A man in a white lab coat ran into my room, shouting something to the woman who followed him. My ears were ringing, like I’d just gotten back from a concert where I’d stood next to the speakers the entire night; the cottonesque feeling it left blocked out whatever the two people were saying. The man grabbed my arms and held them down, prompting me to flail harder as the woman tapped air bubbles out of a needle quickly. She lowered it to my arm, stuck my vein as quickly as she could, and depressed the liquid into me. The man on top of me stopped moving as my jerking motions slowed until I was laying still. My hands were released from the man’s grip and the obstruction was removed from my throat and placed on a tray table to be removed. I finally saw what had been the cause of so much trouble: a breathing tube.
Why did I have a breathing tube down my throat?
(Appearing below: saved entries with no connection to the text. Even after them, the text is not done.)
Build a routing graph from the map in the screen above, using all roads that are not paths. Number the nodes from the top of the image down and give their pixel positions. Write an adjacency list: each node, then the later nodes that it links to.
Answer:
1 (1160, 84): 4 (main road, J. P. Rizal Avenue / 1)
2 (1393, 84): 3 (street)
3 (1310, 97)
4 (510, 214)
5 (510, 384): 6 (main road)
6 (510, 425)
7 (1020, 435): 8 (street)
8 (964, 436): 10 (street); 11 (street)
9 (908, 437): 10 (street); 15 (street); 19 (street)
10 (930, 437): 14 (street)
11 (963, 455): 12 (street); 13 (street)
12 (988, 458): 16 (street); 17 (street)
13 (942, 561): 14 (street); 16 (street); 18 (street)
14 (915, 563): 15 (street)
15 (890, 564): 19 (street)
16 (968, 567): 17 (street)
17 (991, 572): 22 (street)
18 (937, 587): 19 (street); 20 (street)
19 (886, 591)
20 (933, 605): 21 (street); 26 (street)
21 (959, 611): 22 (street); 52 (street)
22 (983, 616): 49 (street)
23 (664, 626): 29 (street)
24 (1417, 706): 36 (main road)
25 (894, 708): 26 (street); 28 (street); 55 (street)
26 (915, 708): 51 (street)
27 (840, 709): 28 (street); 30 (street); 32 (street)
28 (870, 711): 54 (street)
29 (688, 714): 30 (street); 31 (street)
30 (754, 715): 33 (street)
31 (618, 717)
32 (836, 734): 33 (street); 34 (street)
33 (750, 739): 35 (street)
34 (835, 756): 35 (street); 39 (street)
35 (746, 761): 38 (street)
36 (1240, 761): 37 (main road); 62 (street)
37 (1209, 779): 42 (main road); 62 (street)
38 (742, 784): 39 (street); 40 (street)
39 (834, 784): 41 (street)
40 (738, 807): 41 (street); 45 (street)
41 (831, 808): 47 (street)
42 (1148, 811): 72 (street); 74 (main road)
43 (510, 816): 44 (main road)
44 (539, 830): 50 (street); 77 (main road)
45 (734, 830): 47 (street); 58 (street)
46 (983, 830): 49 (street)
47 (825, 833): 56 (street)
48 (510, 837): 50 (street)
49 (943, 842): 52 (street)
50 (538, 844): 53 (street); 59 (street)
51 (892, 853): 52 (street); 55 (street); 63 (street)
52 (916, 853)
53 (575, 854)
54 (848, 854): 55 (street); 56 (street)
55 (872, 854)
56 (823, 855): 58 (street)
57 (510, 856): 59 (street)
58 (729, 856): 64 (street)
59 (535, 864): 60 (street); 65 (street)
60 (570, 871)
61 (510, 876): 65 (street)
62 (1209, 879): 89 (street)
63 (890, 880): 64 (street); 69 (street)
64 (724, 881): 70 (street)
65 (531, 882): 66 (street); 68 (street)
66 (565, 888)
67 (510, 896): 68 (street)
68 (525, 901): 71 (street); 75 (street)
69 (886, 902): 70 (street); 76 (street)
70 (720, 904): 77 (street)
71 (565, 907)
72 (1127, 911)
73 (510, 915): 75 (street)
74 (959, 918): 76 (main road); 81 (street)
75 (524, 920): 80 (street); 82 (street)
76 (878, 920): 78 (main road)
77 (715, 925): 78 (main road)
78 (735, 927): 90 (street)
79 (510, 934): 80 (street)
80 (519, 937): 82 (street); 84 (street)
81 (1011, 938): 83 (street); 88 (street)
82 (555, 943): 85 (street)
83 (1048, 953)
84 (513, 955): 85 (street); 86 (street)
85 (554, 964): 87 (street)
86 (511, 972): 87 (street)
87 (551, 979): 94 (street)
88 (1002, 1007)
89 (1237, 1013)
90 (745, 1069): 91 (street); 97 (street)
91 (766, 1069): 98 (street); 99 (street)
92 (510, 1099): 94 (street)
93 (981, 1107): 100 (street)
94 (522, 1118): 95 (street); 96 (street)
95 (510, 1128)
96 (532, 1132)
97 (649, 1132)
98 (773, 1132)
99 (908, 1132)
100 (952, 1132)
Now that it was gone, the smell of antiseptic wash, rubbing alcohol, and off-brand disinfectant stung my nose, like I’d squirted Purell into my hands and taken a deep whiff. I glared up at the man in the lab coat, lolling my head back against the pillows behind me so that I was able to look him in the face. He had picked up a metal clipboard hanging on the foot of my bed and was staring at it intently. The identification card hanging on the front of his blue striped shirt declared him to be Doctor Harrison Everett, MD; the name was also written in fancy script on the breast of his coat, I now noticed. He’d blinked when the card’s photograph had been taken, obscuring his hazel eyes from the picture that accompanied his name and work place, Lexington Memorial Hospital.
What was I doing at the hospital?
A group of other doctors appeared by the first, each of them holding small notebooks; a few pushed their reading glasses further up their noses nervously and quietly. All of them were younger looking than Doctor Everett, by what seemed to be at least ten years.
“Who’d like to start?” he asked. None of the younger doctors said a word. He frowned and snapped the clipboard shut, causing the doctor on his immediate left to jump anxiously. It was to her that he passed my chart. “Doctor White, you now have the floor.”
“Uh…” The blonde doctor fumbled with the metal board ungracefully for a minute, flipping through page after page of ink stained paper. “Wilhelmina Percival. Admitted three weeks ago in critical condition following a…” Doctor Everett held out a hand for the girl to stop and she went quiet almost immediately. I could practically feel the gratefulness rolling off of her in waves.
Now Doctor Everett turned to smile at me. It wasn’t a happy smile or an excited smile or even a sad smile; instead, it was cold and clinical, the kind of smile that one looked with at a paper they hadn’t wanted to write and yet had. “Hello, Wilhelmina. Do you know where you are?”